HANDI: Hand-Centric Text-and-Image Conditioned Video Generation

COG Research Group, University of Michigan

We aim to enhance instructional video generation with a diffusion-based framework, achieving state-of-the-art results in hand motion clarity and task-specific region localization. Visit project page) for more video resutls.

If you find our project helpful, please give it a star ⭐ or cite it, we would be very grateful 💖 .

Showcases

Input image	Result	Input image	Result

*Action Description:* Knit the fabric.		*Action Description:* Roll dough.

*Action Description:* Pour vinegar into bowl.		*Action Description:* Pick up and crack egg.

Framework

News 🔥

2024.12.9: Released inference code

2025.2.19: Released training/finetuning code

Features Planned

💥 updated model weights (coming soon)
💥 Solving camera movement issure: data preprocessing
💥 Support Huggingface Demo / Google Colab
etc.

Getting Started

This repository is based on animate-anything.

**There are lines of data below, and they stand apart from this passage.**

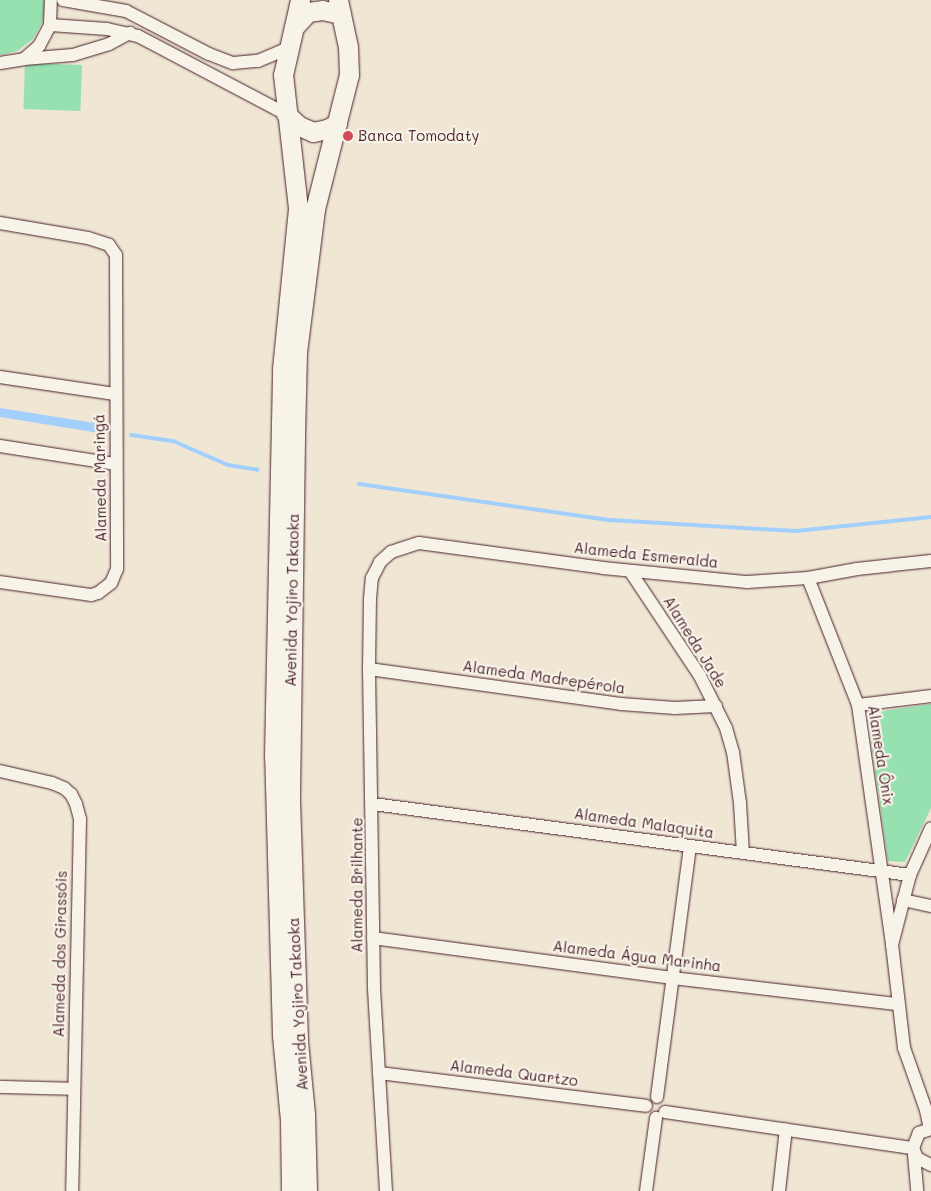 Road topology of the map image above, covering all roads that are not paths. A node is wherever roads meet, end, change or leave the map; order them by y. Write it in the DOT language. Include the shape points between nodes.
graph roads {
  1 [pos="51,0"];
  2 [pos="62,0"];
  3 [pos="300,0"];
  4 [pos="111,4"];
  5 [pos="340,7"];
  6 [pos="50,25"];
  7 [pos="294,27"];
  8 [pos="107,29"];
  9 [pos="130,33"];
  10 [pos="288,48"];
  11 [pos="24,59"];
  12 [pos="0,63"];
  13 [pos="286,114"];
  14 [pos="337,124"];
  15 [pos="0,223"];
  16 [pos="0,377"];
  17 [pos="115,394"];
  18 [pos="0,446"];
  19 [pos="115,464"];
  20 [pos="931,560"];
  21 [pos="630,571"];
  22 [pos="372,578"];
  23 [pos="808,578"];
  24 [pos="0,582"];
  25 [pos="369,669"];
  26 [pos="931,696"];
  27 [pos="858,705"];
  28 [pos="716,706"];
  29 [pos="0,771"];
  30 [pos="373,804"];
  31 [pos="931,828"];
  32 [pos="690,846"];
  33 [pos="743,853"];
  34 [pos="880,871"];
  35 [pos="910,875"];
  36 [pos="903,900"];
  37 [pos="931,906"];
  38 [pos="373,938"];
  39 [pos="892,945"];
  40 [pos="672,978"];
  41 [pos="897,1004"];
  42 [pos="378,1072"];
  43 [pos="0,1087"];
  44 [pos="74,1089"];
  45 [pos="657,1097"];
  46 [pos="646,1106"];
  47 [pos="660,1115"];
  48 [pos="929,1122"];
  49 [pos="786,1129"];
  50 [pos="913,1151"];
  51 [pos="931,1165"];
  52 [pos="917,1188"];
  53 [pos="72,1191"];
  54 [pos="291,1191"];
  55 [pos="307,1191"];
  56 [pos="386,1191"];
  57 [pos="646,1191"];
  58 [pos="779,1191"];
  1 -- 6 [label="street"];
  2 -- 4 [label="street"];
  3 -- 7 [label="main road, Avenida Yojiro Takaoka"];
  4 -- 8 [label="street"];
  4 -- 10 [label="street" via="233,63 258,61"];
  5 -- 7 [label="main road" via="308,12"];
  5 -- 14 [label="main road, Avenida Yojiro Takaoka" via="350,62"];
  6 -- 8 [label="street"];
  6 -- 11 [label="street" via="39,46"];
  7 -- 10 [label="main road, Avenida Yojiro Takaoka"];
  8 -- 9 [label="street"];
  9 -- 11 [label="street" via="109,44 73,55"];
  9 -- 13 [label="street"];
  10 -- 13 [label="main road, Avenida Yojiro Takaoka" via="283,75"];
  11 -- 12 [label="street"];
  13 -- 14 [label="main road" via="299,126 313,132"];
  13 -- 54 [label="main road, Avenida Yojiro Takaoka" via="298,208 282,369 274,757 281,1008 290,1120"];
  14 -- 55 [label="main road, Avenida Yojiro Takaoka" via="316,209 297,352 290,796 298,1042 305,1114"];
  15 -- 17 [label="street, Alameda Maringá" via="88,238 109,245 116,255"];
  16 -- 17 [label="street"];
  17 -- 19 [label="street, Alameda Maringá"];
  18 -- 19 [label="street"];
  19 -- 24 [label="street, Alameda Maringá" via="117,569 111,583 90,595"];
  20 -- 23 [label="street, Alameda Esmeralda"];
  21 -- 22 [label="street, Alameda Esmeralda" via="419,543 391,552 380,562"];
  21 -- 23 [label="street, Alameda Esmeralda" via="747,582"];
  21 -- 28 [label="street, Alameda Jade" via="700,676"];
  22 -- 25 [label="street, Alameda Brilhante"];
  23 -- 27 [label="street, Alameda Ônix"];
  25 -- 28 [label="street, Alameda Madrepérola" via="620,704 675,708"];
  25 -- 30 [label="street, Alameda Brilhante"];
  26 -- 27 [label="street"];
  27 -- 34 [label="street, Alameda Ônix"];
  28 -- 33 [label="street, Alameda Jade" via="733,752"];
  29 -- 44 [label="street, Alameda dos Girassóis" via="52,783 71,794 80,819"];
  30 -- 32 [label="street, Alameda Malaquita"];
  30 -- 38 [label="street, Alameda Brilhante"];
  31 -- 35 [label="street"];
  32 -- 33 [label="street, Alameda Malaquita"];
  32 -- 40 [label="street"];
  33 -- 34 [label="street, Alameda Malaquita"];
  34 -- 35 [label="street, Alameda Malaquita"];
  34 -- 39 [label="street, Alameda Ônix"];
  35 -- 36 [label="street"];
  36 -- 37 [label="street"];
  36 -- 39 [label="street"];
  38 -- 40 [label="street, Alameda Água Marinha"];
  38 -- 42 [label="street, Alameda Brilhante"];
  39 -- 41 [label="street"];
  40 -- 41 [label="street, Alameda Água Marinha"];
  40 -- 45 [label="street"];
  41 -- 48 [label="street" via="904,1048"];
  42 -- 46 [label="street, Alameda Quartzo"];
  42 -- 56 [label="street, Alameda Brilhante"];
  43 -- 44 [label="street"];
  44 -- 53 [label="street, Alameda dos Girassóis"];
  45 -- 46 [label="street"];
  45 -- 47 [label="street" via="665,1102"];
  46 -- 47 [label="street" via="648,1114"];
  47 -- 49 [label="street"];
  47 -- 57 [label="street"];
  48 -- 50 [label="street" via="915,1138"];
  49 -- 50 [label="street"];
  49 -- 58 [label="street"];
  50 -- 51 [label="street" via="921,1162"];
  50 -- 52 [label="street"];
  51 -- 52 [label="street"];
}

Create Conda Environment (Optional)

It is recommended to install Anaconda.

Windows Installation: https://docs.anaconda.com/anaconda/install/windows/

Linux Installation: https://docs.anaconda.com/anaconda/install/linux/

conda create -n IVG python=3.10
conda activate IVG

Python Requirements

cd Instructional-Video-Generation-IVG
pip install -r requirements.txt

PyTorch Dependencies

 pip install torch==2.4.0 torchvision==0.19.0 torchaudio==2.4.0 --index-url https://download.pytorch.org/whl/cu121

💥 Training / Fine-tuning

Fine-tuning on EPIC-KITCHENS/EGO4D dataset

Download our video data which are preprocessed subsets of the EPIC-KITCHENS/EGO4D. Also, downlaod the corresponding prompt files. Put them under downloads/dataset/ (e.g., downloads/dataset/video_epickitchen, downloads/dataset/prompt_epickitchen.json).
Download the pretrained model to folder downloads/weights/ (e.g., downloads/weights/animate_anything_512_v1.02).
Download our region of motion masks of the video datasets and put it under downloads/masks/ (e.g., downloads/masks/mask_epickitchen). Then change mask_path under VideoJsonDataset class in utils/dataset.py.
In your config in example/train_mask_motion.yaml, make sure to set dataset_types to video_json and set output_dir, output_dir, train_data:video_dir, and train_data:video_json like this:

  - dataset_types: 
      - video_json
    train_data:
      video_dir: '/path/to/your/video_directory'
      video_json: '/path/to/your/json_file.json'

Run the following command to fine-tune. The following config requires around 30G GPU RAM. You can reduce the train_batch_size, train_data.width, train_data.height, and n_sample_frames in the config to reduce GPU RAM:

python train.py --config example/train_mask_motion.yaml pretrained_model_path=downloads/weights/animate_anything_512_v1.02

Fine-tuning on your own dataset

Create your own dataset. Simply place the videos into a folder and create a json with captions like this:

[
      {"caption": "The person uses their left hand to pick up a plate with a piece of chicken on it.", "video": "1.mp4"}, 
      {"caption": "The person holds a plate with the left hand and places it down on the cupboard, while the right hand holds a paper.", "video": "2.mp4"}
]

Download the pretrained model to output/latent.
Create region of motion masks for your own videos by running following command:

python mask_video.py --video_dir /path/to/video_directory --save_dir /path/to/output_directory

Follow step 4 and step 5 in previous section.

Multiple GPUs Training

I highly recommend utilizing multiple GPUs for training with Accelerator, as it significantly reduces VRAM requirements. First, configure the Accelerator with DeepSpeed. An example configuration file can be found at example/deepspeed.yaml.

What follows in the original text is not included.